Il nous importe également de comprendre la raison des paroles médisantes que rapportait Yossef à son père, au point qu’il soit dit ‘tout le mal que Yossef voyait en ses frères, les fils de Léa, il le rapportait à son père’ comme le rapporte Rachi. Cela semble spécialement provocateur ! Est-ce bien sage et prudent de la part du jeune frère d’intervenir dans le domaine de l’éducation de ses grands frères ? Quant au propos lui-même, le fait de consommer les membres d’un animal vivant et d’être soupçonnés de mauvaises mœurs apparaît encore plus surprenant, car l’on ne peut pas concevoir que les Chivté-ka aient pu chuter au point d’être amenés à commettre d’aussi graves méfaits.

L’essentiel de la descendance de Yaacov – Yossef

Nous relevons que la Thora accorde à Yossef l’apanage de la descendance de Yaacov : « Voici la descendance de Yaacov – Yossef ». Comment est-il possible d’exprimer les choses de la sorte, lorsqu’on sait que Yaacov a douze enfants ?! Rachi rapporte un midrach agada qui explique que la raison pour laquelle la Thora relie la descendance de Yaacov à Yossef tient dans sa ressemblance trait pour trait avec son père, et aussi dans le fait que tout ce qui arriva à Yaacov arriva également à Yossef. Mais il nous reste néanmoins à comprendre en quoi le fait de ne pas ressembler à son père prive la personne du titre de descendant ?!

Il apparaît que le fond du sujet tient dans le fait que Yossef, dans sa nature-même, ressemblait à son père. C’est le sens du midrach lorsqu’il exprime que tous les événements de la vie de l’un se sont reproduits dans la vie de l’autre. Le Maharal affirme que cela nous enseigne que Yossef était tout simplement le prolongement de Yaacov. Pour la même raison, Essav détesta Yaacov, et les frères détestèrent Yossef ! Comment appréhender tout cela ?

Une authenticité qui leur coûta très cher

Le Maharal explique que Yaacov et Yossef se distinguaient tout particulièrement par leur dimension morale.

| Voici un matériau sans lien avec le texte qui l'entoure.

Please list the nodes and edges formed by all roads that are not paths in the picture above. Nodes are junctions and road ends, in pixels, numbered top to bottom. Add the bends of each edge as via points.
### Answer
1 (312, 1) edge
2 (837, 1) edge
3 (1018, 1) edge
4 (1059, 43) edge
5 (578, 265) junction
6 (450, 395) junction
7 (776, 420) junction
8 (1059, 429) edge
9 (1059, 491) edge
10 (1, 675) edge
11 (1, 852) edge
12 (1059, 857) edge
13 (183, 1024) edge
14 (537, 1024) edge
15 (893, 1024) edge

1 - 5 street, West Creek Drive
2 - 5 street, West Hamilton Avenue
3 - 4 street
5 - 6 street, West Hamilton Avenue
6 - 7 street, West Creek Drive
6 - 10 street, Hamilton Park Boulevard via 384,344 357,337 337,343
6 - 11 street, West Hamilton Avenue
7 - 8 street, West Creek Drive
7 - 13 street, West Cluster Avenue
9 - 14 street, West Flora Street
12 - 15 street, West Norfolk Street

Or, une personne « différente » est par nature détestée des autres, qui parfois, peuvent même chercher à la faire disparaître.

Aborder la différence comme étant une opportunité de découverte, d’enrichissement, est hélas bien rare. Bien souvent, elle nous semble indue, et dans le meilleur des cas nous n’apprenons qu’à la « tolérer », pour ne pas dire la « supporter ». Le danger est que la différence génère une tension qui mène jusqu’à l’exclusion. C’est là que s’installe la haine, provenant de la rupture et la distance induite, plus que de la différence elle-même.

Yaacov était un homme d’un niveau élevé, il vivait coupé du monde. Sa dimension était profondément intérieure et sa nature le portait à être cet homme intègre, assis à étudier dans la tente. C’est pourquoi Essav, homme de terrain et d’action, éprouva envers son frère un ressenti de scission. Il perçut qu’il ne pouvait s’identifier à lui. C’est ce qui engendra une profonde haine à son égard.

Pareillement pour Yossef Hatsadik. Il ressemblait à son père non seulement par la tournure des évènements de sa vie, mais également par son aspect physique et ses traits de visage. Nul doute que l’éclat du visage d’un homme témoigne de sa profondeur et de son intériorité. De même que son père, Yossef était pourvu d’une intériorité pure. Cette qualité se révélera par la suite dans toute sa splendeur, le faisant résister lors de l’épreuve ultime face à la femme de Potifar.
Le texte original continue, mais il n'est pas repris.